*GOAL OF THE EXERCISE:*
From the first line to the last, reproduce the records below exactly, omitting any picture.

*Stored items:*
****

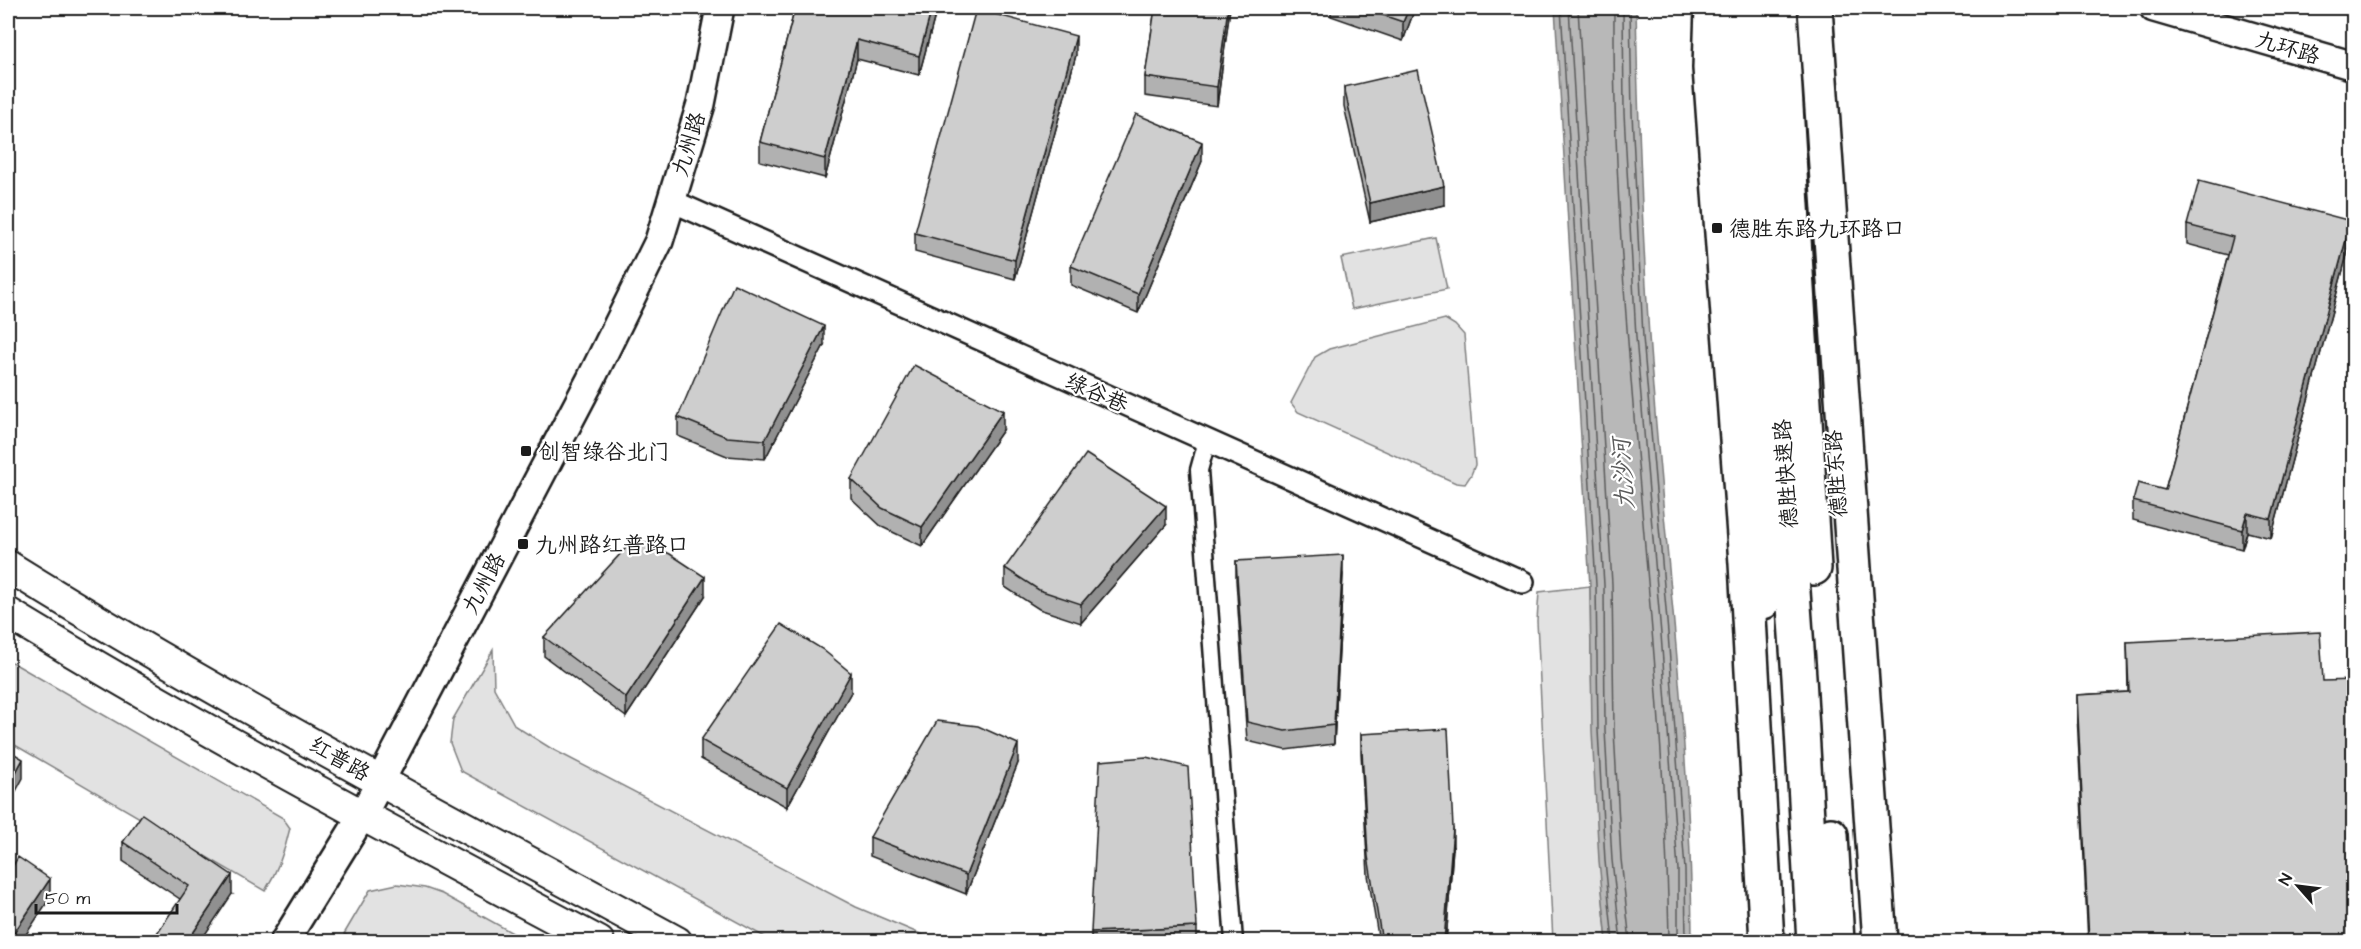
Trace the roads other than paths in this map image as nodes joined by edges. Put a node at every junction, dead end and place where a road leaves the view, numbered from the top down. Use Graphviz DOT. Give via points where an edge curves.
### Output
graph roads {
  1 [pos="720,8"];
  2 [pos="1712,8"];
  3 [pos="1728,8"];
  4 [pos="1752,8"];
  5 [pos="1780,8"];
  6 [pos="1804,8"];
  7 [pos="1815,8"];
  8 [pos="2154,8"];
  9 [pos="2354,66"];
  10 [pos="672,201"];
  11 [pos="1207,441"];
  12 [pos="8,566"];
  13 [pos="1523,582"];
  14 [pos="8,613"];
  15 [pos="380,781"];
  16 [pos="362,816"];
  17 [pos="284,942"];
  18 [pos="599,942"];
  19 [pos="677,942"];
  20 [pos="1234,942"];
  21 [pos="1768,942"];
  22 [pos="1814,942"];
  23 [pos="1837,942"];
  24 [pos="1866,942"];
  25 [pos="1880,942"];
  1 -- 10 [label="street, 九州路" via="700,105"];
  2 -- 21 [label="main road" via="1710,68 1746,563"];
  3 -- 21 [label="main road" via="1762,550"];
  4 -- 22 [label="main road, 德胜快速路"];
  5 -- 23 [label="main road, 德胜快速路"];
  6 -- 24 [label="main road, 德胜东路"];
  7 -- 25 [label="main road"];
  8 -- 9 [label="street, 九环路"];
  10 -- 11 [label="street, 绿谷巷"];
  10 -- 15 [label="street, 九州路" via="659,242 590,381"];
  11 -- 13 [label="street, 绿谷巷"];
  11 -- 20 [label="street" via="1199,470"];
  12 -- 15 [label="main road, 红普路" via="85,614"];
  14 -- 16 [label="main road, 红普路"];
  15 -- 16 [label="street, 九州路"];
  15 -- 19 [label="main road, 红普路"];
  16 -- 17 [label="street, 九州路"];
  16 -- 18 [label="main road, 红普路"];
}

****

*ANSWER BOX:*
Trace the roads other than paths in this map image as nodes joined by edges. Put a node at every junction, dead end and place where a road leaves the view, numbered from the top down. Use Graphviz DOT. Give via points where an edge curves.
### Output
graph roads {
  1 [pos="720,8"];
  2 [pos="1712,8"];
  3 [pos="1728,8"];
  4 [pos="1752,8"];
  5 [pos="1780,8"];
  6 [pos="1804,8"];
  7 [pos="1815,8"];
  8 [pos="2154,8"];
  9 [pos="2354,66"];
  10 [pos="672,201"];
  11 [pos="1207,441"];
  12 [pos="8,566"];
  13 [pos="1523,582"];
  14 [pos="8,613"];
  15 [pos="380,781"];
  16 [pos="362,816"];
  17 [pos="284,942"];
  18 [pos="599,942"];
  19 [pos="677,942"];
  20 [pos="1234,942"];
  21 [pos="1768,942"];
  22 [pos="1814,942"];
  23 [pos="1837,942"];
  24 [pos="1866,942"];
  25 [pos="1880,942"];
  1 -- 10 [label="street, 九州路" via="700,105"];
  2 -- 21 [label="main road" via="1710,68 1746,563"];
  3 -- 21 [label="main road" via="1762,550"];
  4 -- 22 [label="main road, 德胜快速路"];
  5 -- 23 [label="main road, 德胜快速路"];
  6 -- 24 [label="main road, 德胜东路"];
  7 -- 25 [label="main road"];
  8 -- 9 [label="street, 九环路"];
  10 -- 11 [label="street, 绿谷巷"];
  10 -- 15 [label="street, 九州路" via="659,242 590,381"];
  11 -- 13 [label="street, 绿谷巷"];
  11 -- 20 [label="street" via="1199,470"];
  12 -- 15 [label="main road, 红普路" via="85,614"];
  14 -- 16 [label="main road, 红普路"];
  15 -- 16 [label="street, 九州路"];
  15 -- 19 [label="main road, 红普路"];
  16 -- 17 [label="street, 九州路"];
  16 -- 18 [label="main road, 红普路"];
}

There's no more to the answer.